Democrats kick off nominating contest for 2020 presidential election
Democrats kick off their nominating contest for the 2020 president election with Iowa caucuses Monday with Senator Bernie Sanders clearly ahead in polls followed by, according to the RealClearPolitics average of polls, former Vice-President Joe Biden, Senator Elizabeth Warren and former Mayor Pete Buttigieg.
Former New York mayor Michael Bloomberg is being watched closely. Though his millions in ad spent have not started reflecting in polls yet, he is seen by some as a candidate the Democratic establishment might rally around should Biden fail, to take on the progressive Sanders.
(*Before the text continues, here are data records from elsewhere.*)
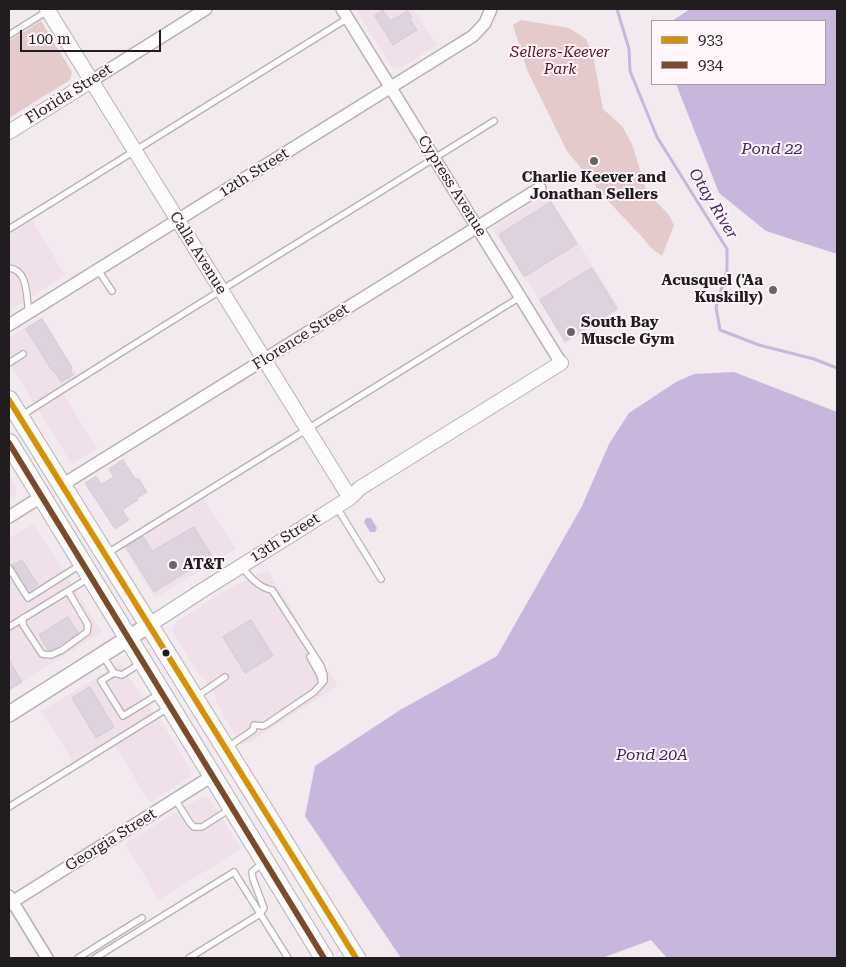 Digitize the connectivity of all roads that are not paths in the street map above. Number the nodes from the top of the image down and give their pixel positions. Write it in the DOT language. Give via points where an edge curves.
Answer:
graph roads {
  1 [pos="48,9"];
  2 [pos="206,9"];
  3 [pos="491,10"];
  4 [pos="345,14"];
  5 [pos="9,35"];
  6 [pos="91,81"];
  7 [pos="391,87"];
  8 [pos="494,121"];
  9 [pos="9,132"];
  10 [pos="135,151"];
  11 [pos="434,158"];
  12 [pos="540,188"];
  13 [pos="178,220"];
  14 [pos="477,227"];
  15 [pos="9,229"];
  16 [pos="9,268"];
  17 [pos="98,270"];
  18 [pos="112,291"];
  19 [pos="221,291"];
  20 [pos="520,297"];
  21 [pos="29,313"];
  22 [pos="9,325"];
  23 [pos="23,354"];
  24 [pos="264,360"];
  25 [pos="9,363"];
  26 [pos="561,363"];
  27 [pos="9,400"];
  28 [pos="14,413"];
  29 [pos="308,430"];
  30 [pos="9,443"];
  31 [pos="62,485"];
  32 [pos="42,496"];
  33 [pos="350,498"];
  34 [pos="336,506"];
  35 [pos="9,517"];
  36 [pos="105,555"];
  37 [pos="241,566"];
  38 [pos="9,568"];
  39 [pos="87,570"];
  40 [pos="381,579"];
  41 [pos="68,591"];
  42 [pos="23,618"];
  43 [pos="149,625"];
  44 [pos="9,627"];
  45 [pos="128,638"];
  46 [pos="102,654"];
  47 [pos="143,662"];
  48 [pos="114,673"];
  49 [pos="225,677"];
  50 [pos="194,698"];
  51 [pos="166,700"];
  52 [pos="9,714"];
  53 [pos="226,749"];
  54 [pos="212,776"];
  55 [pos="175,799"];
  56 [pos="9,808"];
  57 [pos="232,808"];
  58 [pos="264,861"];
  59 [pos="10,901"];
  60 [pos="260,914"];
  61 [pos="142,918"];
  62 [pos="47,958"];
  63 [pos="78,958"];
  64 [pos="95,958"];
  65 [pos="189,958"];
  66 [pos="288,958"];
  67 [pos="324,958"];
  68 [pos="356,958"];
  1 -- 5 [label="lane"];
  1 -- 6 [label="street, Calla Avenue"];
  2 -- 6 [label="street, Florida Street"];
  3 -- 7 [label="street, 12th Street" via="473,36"];
  4 -- 7 [label="street, Cypress Avenue"];
  4 -- 10 [label="lane"];
  6 -- 9 [label="street, Florida Street"];
  6 -- 10 [label="street, Calla Avenue"];
  7 -- 11 [label="street, Cypress Avenue"];
  7 -- 13 [label="street, 12th Street"];
  8 -- 11 [label="lane"];
  10 -- 13 [label="street, Calla Avenue"];
  10 -- 15 [label="lane"];
  11 -- 14 [label="street, Cypress Avenue"];
  11 -- 19 [label="lane"];
  12 -- 14 [label="street, Florence Street"];
  13 -- 17 [label="street, 12th Street"];
  13 -- 19 [label="street, Calla Avenue"];
  14 -- 20 [label="street, Cypress Avenue"];
  14 -- 24 [label="street, Florence Street"];
  16 -- 21 [label="lane" via="22,276"];
  17 -- 18 [label="lane"];
  17 -- 21 [label="street, 12th Street"];
  19 -- 24 [label="street, Calla Avenue"];
  19 -- 28 [label="lane"];
  20 -- 26 [label="street, Cypress Avenue"];
  20 -- 29 [label="lane"];
  21 -- 22 [label="street, 12th Street"];
  23 -- 25 [label="lane"];
  24 -- 29 [label="street, Calla Avenue"];
  24 -- 31 [label="street, Florence Street"];
  26 -- 33 [label="street, 13th Street" via="360,488"];
  27 -- 28 [label="highway"];
  28 -- 31 [label="highway"];
  29 -- 33 [label="street, Calla Avenue"];
  29 -- 36 [label="lane"];
  30 -- 32 [label="highway"];
  31 -- 36 [label="highway"];
  32 -- 35 [label="street"];
  32 -- 39 [label="highway"];
  33 -- 34 [label="street, 13th Street"];
  34 -- 37 [label="street, 13th Street"];
  34 -- 40 [label="lane"];
  36 -- 43 [label="highway"];
  37 -- 43 [label="street, 13th Street"];
  37 -- 53 [label="lane" via="265,589 272,590 321,666 324,681 314,692 267,724 254,725 253,730"];
  38 -- 39 [label="lane" via="28,598 54,582"];
  39 -- 41 [label="lane"];
  39 -- 45 [label="highway"];
  41 -- 42 [label="lane"];
  41 -- 42 [label="lane" via="88,625 87,632 62,650 51,655 42,654 23,625"];
  42 -- 44 [label="lane"];
  43 -- 45 [label="main road, 13th Street"];
  43 -- 50 [label="highway"];
  45 -- 46 [label="main road, 13th Street"];
  45 -- 47 [label="highway"];
  46 -- 48 [label="lane"];
  46 -- 52 [label="main road, 13th Street"];
  47 -- 48 [label="lane" via="122,675"];
  47 -- 51 [label="highway"];
  48 -- 51 [label="lane" via="102,681 123,716"];
  49 -- 50 [label="lane"];
  50 -- 53 [label="highway"];
  51 -- 54 [label="highway"];
  51 -- 56 [label="lane"];
  53 -- 68 [label="highway"];
  54 -- 55 [label="street, Georgia Street"];
  54 -- 57 [label="highway"];
  55 -- 57 [label="lane" via="194,827 202,827"];
  55 -- 59 [label="street, Georgia Street"];
  57 -- 58 [label="highway"];
  58 -- 60 [label="lane" via="252,872 264,908"];
  58 -- 67 [label="highway"];
  59 -- 62 [label="street"];
  60 -- 64 [label="lane" via="234,872"];
  60 -- 65 [label="lane"];
  60 -- 66 [label="lane"];
  61 -- 63 [label="lane"];
}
Sanders had narrowly lost the 2016 caucuses to Clinton. And he has a “powerful ground game” this time, John Zogby, a political strategist and pollster, said, adding, “It’s enough to suggest that if he wins outright or wins if he comes in the top two, Bernie Sanders actually has a chance to go all the way and win the nomination”.
Biden, some experts have contended, can survive a defeat in Iowa and make up in the next states, but not Warren, who has seen her poll numbers slide in recent weeks Buttigieg, who has been called the “breakout star” of the 2020 race, is said to have peaked too early and his campaign may have “lost its footing” recently.
Senator Amy Klobuchar, who is polling in the fifth position, has been rising and “speaks Midwestern talk and Midwestern values” very well in Iowa, being from Minnesota, another midwestern state. Others in the race include entrepreneur AndrewYang, billionaire Tom Steyer, Congresswoman Tulsi Gabbard and, another billionaire, Michael Bloomberg.
Zogby, who worked on Bloomberg’s campaign for New York City mayor, believes the former mayor needs to watched. His approach might look unorthodox, he said, “but after the complete lack of orthodoxy in 2016 , where we used to say anything can happen but now, we say, well, anything did happen, Mike Bloomberg can go all the way”.